The Salami Chip Co.

A salami chip is best described as a crispy potato chip that tastes like salami, Josi Ryke explains.

They wanted a name that was simple and to the point.

Coming up with a name that represented their brand was the trickiest part of launching a new business, says The Salami Chip Co. co-founder Josi Ryke, 55.

The Oak Park-based food company produces exactly that — salami chips — and their goal was for people to know exactly what they were all about without having to do extra research.

A salami chip is best described as a crispy potato chip that tastes like salami, Ryke explains. They’re salty, savory and pair well with jams and charcuterie boards. It was an idea that had been in the works for years, she says, and when it was finally brought to life, simply calling the brand “The Salami Chip Co.” was the perfect way to sum it up.

The Salami Chip Co.

Soft-launched in November, The Salami Chip Co. is currently pending USDA certification to be sold in grocery stores.

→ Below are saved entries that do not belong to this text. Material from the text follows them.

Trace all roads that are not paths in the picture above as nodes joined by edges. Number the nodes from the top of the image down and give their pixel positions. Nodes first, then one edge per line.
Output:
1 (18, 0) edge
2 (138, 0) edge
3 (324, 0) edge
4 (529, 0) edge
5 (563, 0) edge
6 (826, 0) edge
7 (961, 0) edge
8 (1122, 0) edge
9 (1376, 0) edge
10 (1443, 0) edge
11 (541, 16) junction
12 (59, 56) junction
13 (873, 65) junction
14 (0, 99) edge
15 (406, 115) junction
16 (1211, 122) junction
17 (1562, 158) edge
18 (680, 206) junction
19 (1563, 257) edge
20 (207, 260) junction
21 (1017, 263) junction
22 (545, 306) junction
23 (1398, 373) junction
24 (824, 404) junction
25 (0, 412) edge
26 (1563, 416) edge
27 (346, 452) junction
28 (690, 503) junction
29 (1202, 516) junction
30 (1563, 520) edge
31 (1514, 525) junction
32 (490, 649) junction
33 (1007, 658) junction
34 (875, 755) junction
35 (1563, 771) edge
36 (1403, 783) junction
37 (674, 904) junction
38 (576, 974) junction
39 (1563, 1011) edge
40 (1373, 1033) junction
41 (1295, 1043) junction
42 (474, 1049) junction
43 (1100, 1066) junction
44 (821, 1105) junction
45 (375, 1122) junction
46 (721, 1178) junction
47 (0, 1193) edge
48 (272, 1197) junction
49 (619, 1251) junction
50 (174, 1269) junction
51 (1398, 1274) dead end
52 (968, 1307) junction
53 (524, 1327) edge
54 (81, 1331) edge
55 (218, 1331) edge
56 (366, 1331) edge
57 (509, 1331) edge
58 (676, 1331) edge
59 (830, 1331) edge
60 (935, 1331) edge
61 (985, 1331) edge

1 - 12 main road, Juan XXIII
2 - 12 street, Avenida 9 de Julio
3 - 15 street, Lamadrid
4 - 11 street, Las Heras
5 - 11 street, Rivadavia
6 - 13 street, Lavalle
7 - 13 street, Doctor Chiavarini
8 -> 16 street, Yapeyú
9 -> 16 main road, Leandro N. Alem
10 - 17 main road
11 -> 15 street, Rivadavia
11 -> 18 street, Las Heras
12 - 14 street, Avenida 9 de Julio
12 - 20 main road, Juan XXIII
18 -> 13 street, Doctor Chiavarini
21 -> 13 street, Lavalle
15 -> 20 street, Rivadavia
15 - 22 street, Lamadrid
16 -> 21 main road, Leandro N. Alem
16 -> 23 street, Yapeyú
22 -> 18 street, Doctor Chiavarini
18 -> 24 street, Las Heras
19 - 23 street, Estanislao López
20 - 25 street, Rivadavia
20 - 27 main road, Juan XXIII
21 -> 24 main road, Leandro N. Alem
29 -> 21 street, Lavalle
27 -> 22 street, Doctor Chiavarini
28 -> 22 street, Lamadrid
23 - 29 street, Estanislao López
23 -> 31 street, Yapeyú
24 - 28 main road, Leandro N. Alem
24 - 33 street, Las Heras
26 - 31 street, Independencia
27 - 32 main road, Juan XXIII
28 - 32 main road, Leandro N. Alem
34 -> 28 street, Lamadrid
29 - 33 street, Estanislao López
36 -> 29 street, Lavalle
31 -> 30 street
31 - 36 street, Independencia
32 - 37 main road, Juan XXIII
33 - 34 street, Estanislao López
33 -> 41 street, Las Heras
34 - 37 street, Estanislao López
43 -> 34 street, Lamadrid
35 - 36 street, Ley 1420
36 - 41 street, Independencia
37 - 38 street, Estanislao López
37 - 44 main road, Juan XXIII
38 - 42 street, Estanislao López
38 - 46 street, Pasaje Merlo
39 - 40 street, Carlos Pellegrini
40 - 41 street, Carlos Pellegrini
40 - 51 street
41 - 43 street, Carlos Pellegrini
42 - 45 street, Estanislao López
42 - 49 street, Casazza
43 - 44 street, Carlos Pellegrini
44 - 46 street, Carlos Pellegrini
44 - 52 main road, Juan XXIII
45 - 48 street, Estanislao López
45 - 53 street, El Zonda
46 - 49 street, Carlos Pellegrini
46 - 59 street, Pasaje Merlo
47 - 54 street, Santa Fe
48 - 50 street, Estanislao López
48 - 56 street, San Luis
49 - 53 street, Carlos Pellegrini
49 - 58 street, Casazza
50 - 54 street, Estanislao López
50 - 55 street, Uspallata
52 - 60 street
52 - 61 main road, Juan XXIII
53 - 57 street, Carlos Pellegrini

They’re almost there, Ryke says, but for now, the company run by Ryke, Brad Dockery and husband-and-wife duo, Erik and Julie Herman, sells bagged salami chips through their e-commerce website.

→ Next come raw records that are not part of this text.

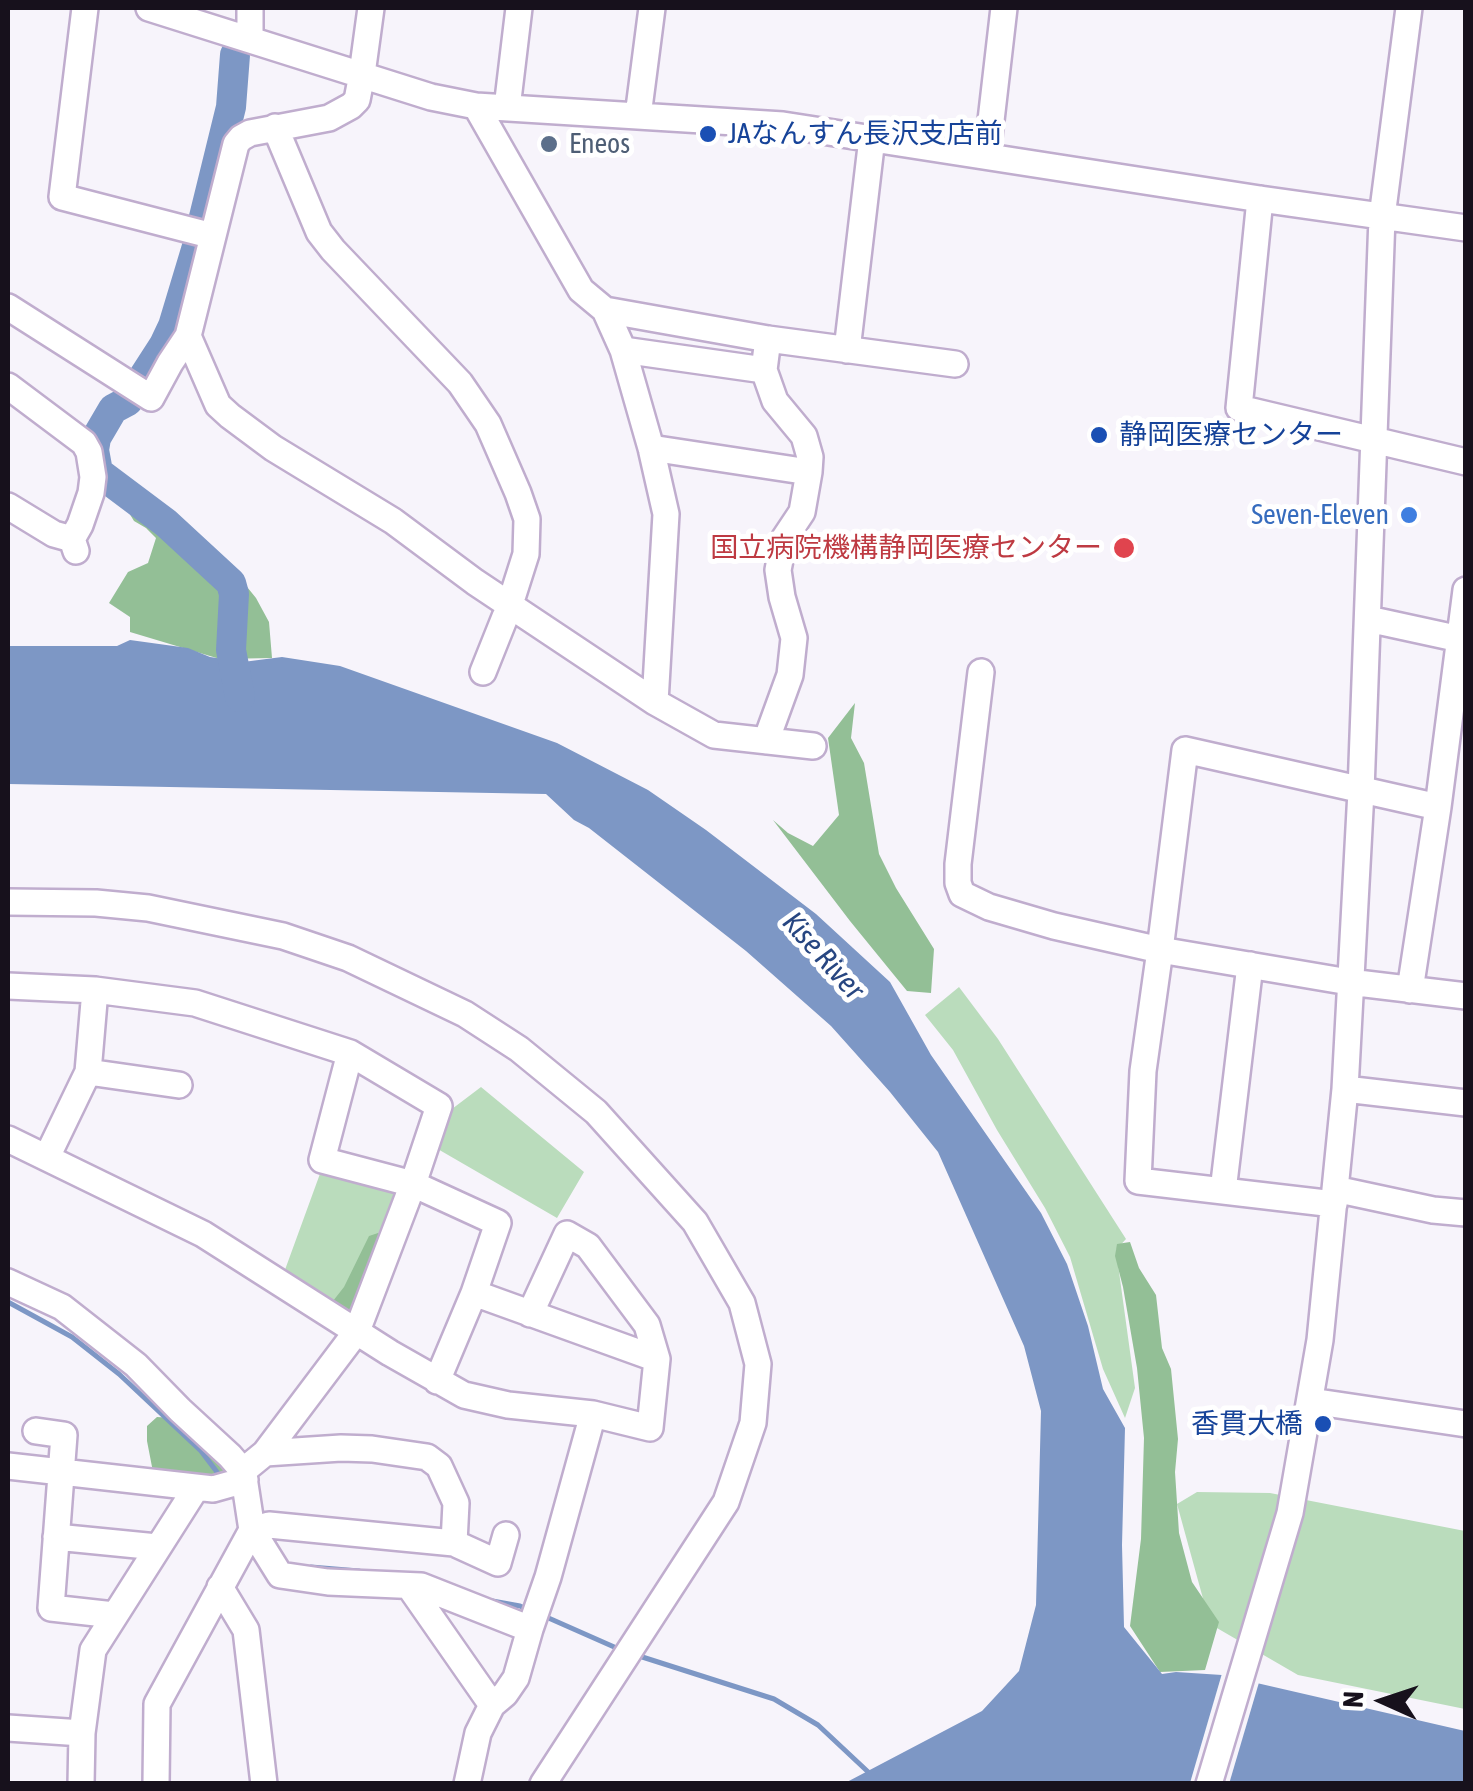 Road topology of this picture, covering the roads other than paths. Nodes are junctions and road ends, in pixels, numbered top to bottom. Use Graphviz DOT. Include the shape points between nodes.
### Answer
graph roads {
  1 [pos="85,8"];
  2 [pos="150,8"];
  3 [pos="250,8"];
  4 [pos="371,8"];
  5 [pos="519,8"];
  6 [pos="652,8"];
  7 [pos="1004,8"];
  8 [pos="1409,8"];
  9 [pos="250,38"];
  10 [pos="362,74"];
  11 [pos="476,106"];
  12 [pos="507,108"];
  13 [pos="638,116"];
  14 [pos="275,127"];
  15 [pos="872,138"];
  16 [pos="987,155"];
  17 [pos="1260,199"];
  18 [pos="1382,218"];
  19 [pos="1466,228"];
  20 [pos="213,236"];
  21 [pos="8,308"];
  22 [pos="605,310"];
  23 [pos="188,336"];
  24 [pos="768,338"];
  25 [pos="623,350"];
  26 [pos="847,350"];
  27 [pos="955,364"];
  28 [pos="764,370"];
  29 [pos="8,386"];
  30 [pos="1374,438"];
  31 [pos="652,448"];
  32 [pos="1466,462"];
  33 [pos="809,472"];
  34 [pos="8,506"];
  35 [pos="1466,590"];
  36 [pos="1368,619"];
  37 [pos="1460,639"];
  38 [pos="483,672"];
  39 [pos="981,672"];
  40 [pos="655,702"];
  41 [pos="766,741"];
  42 [pos="813,746"];
  43 [pos="1361,791"];
  44 [pos="1438,807"];
  45 [pos="8,902"];
  46 [pos="1160,950"];
  47 [pos="1250,966"];
  48 [pos="1350,982"];
  49 [pos="8,986"];
  50 [pos="95,990"];
  51 [pos="1410,990"];
  52 [pos="1466,996"];
  53 [pos="350,1053"];
  54 [pos="88,1072"];
  55 [pos="179,1085"];
  56 [pos="1345,1089"];
  57 [pos="1466,1103"];
  58 [pos="8,1139"];
  59 [pos="47,1157"];
  60 [pos="413,1184"];
  61 [pos="1223,1191"];
  62 [pos="1334,1196"];
  63 [pos="1466,1213"];
  64 [pos="8,1282"];
  65 [pos="474,1292"];
  66 [pos="530,1314"];
  67 [pos="358,1331"];
  68 [pos="657,1359"];
  69 [pos="437,1381"];
  70 [pos="1311,1401"];
  71 [pos="593,1414"];
  72 [pos="1466,1424"];
  73 [pos="36,1431"];
  74 [pos="265,1453"];
  75 [pos="8,1466"];
  76 [pos="61,1471"];
  77 [pos="244,1475"];
  78 [pos="196,1488"];
  79 [pos="252,1530"];
  80 [pos="506,1535"];
  81 [pos="56,1537"];
  82 [pos="454,1543"];
  83 [pos="157,1546"];
  84 [pos="409,1586"];
  85 [pos="220,1587"];
  86 [pos="114,1614"];
  87 [pos="530,1629"];
  88 [pos="492,1705"];
  89 [pos="8,1728"];
  90 [pos="82,1733"];
  91 [pos="81,1784"];
  92 [pos="156,1784"];
  93 [pos="264,1784"];
  94 [pos="467,1784"];
  95 [pos="543,1784"];
  96 [pos="1210,1784"];
  1 -- 20 [label="street" via="62,196"];
  2 -- 9 [label="street"];
  3 -- 9 [label="street"];
  4 -- 10 [label="street"];
  5 -- 12 [label="street"];
  6 -- 13 [label="street"];
  7 -- 16 [label="street"];
  8 -- 18 [label="street"];
  9 -- 10 [label="street"];
  10 -- 11 [label="street"];
  10 -- 14 [label="street" via="356,100 344,112"];
  11 -- 12 [label="street"];
  11 -- 22 [label="street" via="580,290"];
  12 -- 13 [label="street"];
  13 -- 15 [label="street"];
  14 -- 20 [label="street" via="236,144"];
  14 -- 38 [label="street" via="318,232 460,384 488,424 518,493 527,519 526,554"];
  15 -- 16 [label="street"];
  15 -- 26 [label="street"];
  16 -- 17 [label="street"];
  17 -- 18 [label="street"];
  17 -- 30 [label="street" via="1239,408"];
  18 -- 19 [label="street"];
  18 -- 30 [label="street"];
  20 -- 23 [label="street"];
  21 -- 23 [label="street" via="151,398"];
  22 -- 24 [label="street"];
  22 -- 25 [label="street"];
  23 -- 40 [label="street" via="218,405 230,416"];
  24 -- 26 [label="street"];
  24 -- 28 [label="street"];
  25 -- 28 [label="street"];
  25 -- 31 [label="street"];
  26 -- 27 [label="street"];
  28 -- 33 [label="street" via="774,401 804,436"];
  29 -- 34 [label="street" via="84,444 93,477 74,545"];
  30 -- 32 [label="street"];
  30 -- 36 [label="street"];
  31 -- 33 [label="street"];
  31 -- 40 [label="street" via="666,514"];
  33 -- 41 [label="street" via="802,512 784,539 778,570 794,638 790,675"];
  35 -- 37 [label="street"];
  36 -- 37 [label="street"];
  36 -- 43 [label="street"];
  37 -- 44 [label="street"];
  39 -- 46 [label="street" via="958,864 962,894 1005,912"];
  40 -- 41 [label="street" via="714,735"];
  41 -- 42 [label="street"];
  43 -- 44 [label="street"];
  43 -- 46 [label="street" via="1184,750"];
  43 -- 48 [label="street"];
  44 -- 51 [label="street"];
  45 -- 95 [label="street" via="148,908 282,936 348,958 465,1014 519,1049 596,1112 695,1222 742,1303 758,1364 753,1422 726,1502"];
  46 -- 47 [label="street"];
  46 -- 61 [label="street" via="1143,1071 1138,1181"];
  47 -- 48 [label="street"];
  47 -- 61 [label="street"];
  48 -- 51 [label="street"];
  48 -- 56 [label="street"];
  49 -- 50 [label="street"];
  50 -- 53 [label="street" via="196,1003"];
  50 -- 54 [label="street"];
  51 -- 52 [label="street"];
  53 -- 60 [label="street" via="439,1106"];
  53 -- 60 [label="street" via="322,1160"];
  54 -- 55 [label="street"];
  54 -- 59 [label="street"];
  56 -- 57 [label="street"];
  56 -- 62 [label="street"];
  58 -- 59 [label="street"];
  59 -- 67 [label="street" via="203,1234"];
  60 -- 65 [label="street" via="498,1223"];
  60 -- 67 [label="street"];
  61 -- 62 [label="street"];
  62 -- 63 [label="street"];
  62 -- 70 [label="street"];
  64 -- 77 [label="street" via="62,1306 136,1365"];
  65 -- 66 [label="street"];
  65 -- 69 [label="street"];
  66 -- 68 [label="street"];
  66 -- 68 [label="street" via="567,1234 588,1246 647,1325"];
  67 -- 69 [label="street"];
  67 -- 74 [label="street"];
  68 -- 71 [label="street" via="650,1428"];
  69 -- 71 [label="street" via="464,1395"];
  70 -- 72 [label="street"];
  70 -- 96 [label="street" via="1290,1514"];
  71 -- 87 [label="street"];
  73 -- 76 [label="street" via="64,1435"];
  74 -- 77 [label="street"];
  74 -- 82 [label="street" via="341,1448 427,1456 456,1503"];
  75 -- 76 [label="street"];
  76 -- 78 [label="street" via="145,1468"];
  76 -- 81 [label="street"];
  77 -- 78 [label="street" via="213,1489"];
  77 -- 79 [label="street"];
  78 -- 83 [label="street"];
  79 -- 82 [label="street" via="269,1525"];
  79 -- 84 [label="street" via="280,1575"];
  79 -- 85 [label="street"];
  80 -- 82 [label="street" via="498,1563"];
  81 -- 83 [label="street"];
  81 -- 86 [label="street" via="51,1608"];
  83 -- 86 [label="street"];
  84 -- 87 [label="street"];
  84 -- 88 [label="street"];
  85 -- 92 [label="street" via="156,1704"];
  85 -- 93 [label="street" via="246,1630"];
  86 -- 90 [label="street" via="92,1650"];
  87 -- 88 [label="street" via="516,1678"];
  88 -- 94 [label="street"];
  89 -- 90 [label="street"];
  90 -- 91 [label="street"];
}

Their advertising has been done through social media, so word-of-mouth has been key to spreading awareness. It wasn’t hard to generate excitement, though, since the Hermans have worked in catering for 26 years and are well-known throughout the local culinary community. Ryke operated a successful event business that also connected her to the Metro Detroit food industry and with her now-business partners.

The Hermans were testing versions of a salami chip for nearly a decade through their catering business, Julie Herman, 54, explains, gathering feedback and ideas for how to perfect the product. It was inspired by Spanish cookbooks where salami was often featured, but in the early years of their business, she said many people would steer clear of meat and fat. It wasn’t until the past decade that an interest in keto and low-carb diets resulted in more requests for salami chips at events, a demand Herman followed.

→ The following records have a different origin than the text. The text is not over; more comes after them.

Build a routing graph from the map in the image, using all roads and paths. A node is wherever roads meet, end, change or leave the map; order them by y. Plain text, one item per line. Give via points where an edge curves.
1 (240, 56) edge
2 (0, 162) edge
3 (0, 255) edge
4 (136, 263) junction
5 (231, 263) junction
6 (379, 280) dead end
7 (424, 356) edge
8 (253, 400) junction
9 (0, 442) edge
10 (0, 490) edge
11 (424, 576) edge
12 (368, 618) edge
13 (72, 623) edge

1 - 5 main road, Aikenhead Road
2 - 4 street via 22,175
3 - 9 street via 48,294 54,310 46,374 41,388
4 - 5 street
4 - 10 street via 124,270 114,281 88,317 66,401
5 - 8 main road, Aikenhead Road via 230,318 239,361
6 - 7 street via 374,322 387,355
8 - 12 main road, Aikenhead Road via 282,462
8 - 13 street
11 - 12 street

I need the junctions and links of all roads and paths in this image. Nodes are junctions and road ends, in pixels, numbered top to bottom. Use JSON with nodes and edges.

“We got a lot of encouragement and positive feedback,” Herman says. Yet it wasn’t until the COVID-19 pandemic hit back in March that Herman and her business partners had enough free time to focus on turning their idea into reality. “Nobody needs to cater during a pandemic,” she continues. “If this was not a pandemic, we would be so busy that we wouldn’t have had time.”

It was a silver lining of the pandemic, Herman and Ryke explain, that they were able to take the year to develop The Salami Chip Co. and combine their expertise. For now, as they await USDA certification, they shop for ingredients themselves and bag the chips at their Oak Park kitchen inside Temple Emanu-El.

It’s one of many ties the business partners have to the local Jewish community, with Ryke’s husband, Brian Fishman, serving as the executive director at Temple Shir Shalom and Julie Herman having attended Hillel Day School.


They pride themselves on offering salami chips that are nitrate-free with no added preservatives. Of the people who have tried the chips, Herman says, 98% were happy with the product. While they currently only offer an original line, the goal is to develop different flavors and meats once they’re certified and able to distribute their product.

“There’s a spicy person. There’s a group of people that would like salami chips with turkey. There’s all different ways to make them,” Herman says. 

They also want to create a vegetarian salami chip in the future so that all flavor profiles and dietary needs could be met. Another idea they’re interested in pursuing is creating a salad topper version.

Right now, “we just want to perform our best and put our best effort” forward, Ryke says. The thinly sliced salami, which is cooked in heated oil and then packaged to preserve taste and texture, retails for $8 per bag on The Salami Chip Co. website. They can also be purchased in packs of three or as a bundle that comes with Michigan-made spreads.

Yet the most important element of the business, Ryke says, is that their mission statement is loud and clear. “We had a million different names in our head,” she explains of The Salami Chip Co. “No matter what happens, we will always be known as the original.”